▶ [TASK DIRECTIONS]
Copy, from the data below, every line that has "Jônia" in it.

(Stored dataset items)
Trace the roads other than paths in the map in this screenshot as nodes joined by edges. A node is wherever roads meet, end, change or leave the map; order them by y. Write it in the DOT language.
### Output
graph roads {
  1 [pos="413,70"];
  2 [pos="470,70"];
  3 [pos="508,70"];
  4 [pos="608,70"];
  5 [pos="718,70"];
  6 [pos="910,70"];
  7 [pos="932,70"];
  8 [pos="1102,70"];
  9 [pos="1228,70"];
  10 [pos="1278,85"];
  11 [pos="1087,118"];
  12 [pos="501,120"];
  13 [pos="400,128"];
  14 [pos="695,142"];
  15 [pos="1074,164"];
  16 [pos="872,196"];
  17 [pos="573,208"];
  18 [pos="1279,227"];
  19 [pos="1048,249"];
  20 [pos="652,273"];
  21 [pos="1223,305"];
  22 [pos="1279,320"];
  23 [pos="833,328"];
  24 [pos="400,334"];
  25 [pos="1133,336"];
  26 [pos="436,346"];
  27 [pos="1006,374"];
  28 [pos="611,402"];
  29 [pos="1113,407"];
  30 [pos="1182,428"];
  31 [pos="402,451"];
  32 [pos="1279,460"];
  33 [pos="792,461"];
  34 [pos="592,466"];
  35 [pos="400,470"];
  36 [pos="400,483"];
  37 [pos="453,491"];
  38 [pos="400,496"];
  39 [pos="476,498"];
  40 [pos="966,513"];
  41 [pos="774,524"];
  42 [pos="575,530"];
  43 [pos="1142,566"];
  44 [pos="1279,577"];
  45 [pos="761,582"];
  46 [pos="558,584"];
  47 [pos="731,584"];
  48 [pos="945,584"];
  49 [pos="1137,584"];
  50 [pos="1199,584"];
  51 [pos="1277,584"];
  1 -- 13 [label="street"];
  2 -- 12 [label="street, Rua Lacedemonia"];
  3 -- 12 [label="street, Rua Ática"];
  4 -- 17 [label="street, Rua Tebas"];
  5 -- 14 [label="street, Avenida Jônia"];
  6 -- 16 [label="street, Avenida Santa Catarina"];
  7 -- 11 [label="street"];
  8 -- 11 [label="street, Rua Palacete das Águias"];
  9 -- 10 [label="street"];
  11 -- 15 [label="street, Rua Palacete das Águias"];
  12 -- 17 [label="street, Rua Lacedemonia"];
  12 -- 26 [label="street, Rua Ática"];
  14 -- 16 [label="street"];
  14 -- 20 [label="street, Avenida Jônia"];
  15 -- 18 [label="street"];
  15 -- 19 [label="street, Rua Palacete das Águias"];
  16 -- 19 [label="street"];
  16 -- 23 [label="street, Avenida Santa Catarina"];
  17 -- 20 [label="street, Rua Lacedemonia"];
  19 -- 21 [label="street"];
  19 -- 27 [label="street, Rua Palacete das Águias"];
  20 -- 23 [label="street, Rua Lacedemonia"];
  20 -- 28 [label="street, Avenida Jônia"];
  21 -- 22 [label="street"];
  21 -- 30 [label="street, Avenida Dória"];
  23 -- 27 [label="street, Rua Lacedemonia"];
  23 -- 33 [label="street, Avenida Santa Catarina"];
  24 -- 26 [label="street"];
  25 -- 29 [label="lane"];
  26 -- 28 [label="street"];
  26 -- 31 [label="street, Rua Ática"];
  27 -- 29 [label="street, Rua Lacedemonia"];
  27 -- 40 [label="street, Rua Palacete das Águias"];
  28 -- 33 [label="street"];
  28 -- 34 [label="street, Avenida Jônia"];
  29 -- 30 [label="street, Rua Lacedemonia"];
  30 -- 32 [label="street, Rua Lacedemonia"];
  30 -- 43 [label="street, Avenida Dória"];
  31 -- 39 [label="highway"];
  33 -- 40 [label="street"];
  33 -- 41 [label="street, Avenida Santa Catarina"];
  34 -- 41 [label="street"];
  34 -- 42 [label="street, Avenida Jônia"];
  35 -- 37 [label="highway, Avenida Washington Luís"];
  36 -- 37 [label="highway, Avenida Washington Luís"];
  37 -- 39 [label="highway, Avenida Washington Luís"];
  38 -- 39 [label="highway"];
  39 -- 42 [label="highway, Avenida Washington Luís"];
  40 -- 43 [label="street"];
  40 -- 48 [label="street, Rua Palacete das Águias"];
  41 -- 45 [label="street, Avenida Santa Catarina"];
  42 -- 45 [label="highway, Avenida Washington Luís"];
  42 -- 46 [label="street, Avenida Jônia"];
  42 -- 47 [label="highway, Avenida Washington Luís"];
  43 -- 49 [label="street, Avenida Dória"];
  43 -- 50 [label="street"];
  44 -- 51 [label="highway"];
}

▶ [SOLVED EXERCISE]
  5 -- 14 [label="street, Avenida Jônia"];
  14 -- 20 [label="street, Avenida Jônia"];
  20 -- 28 [label="street, Avenida Jônia"];
  28 -- 34 [label="street, Avenida Jônia"];
  34 -- 42 [label="street, Avenida Jônia"];
  42 -- 46 [label="street, Avenida Jônia"];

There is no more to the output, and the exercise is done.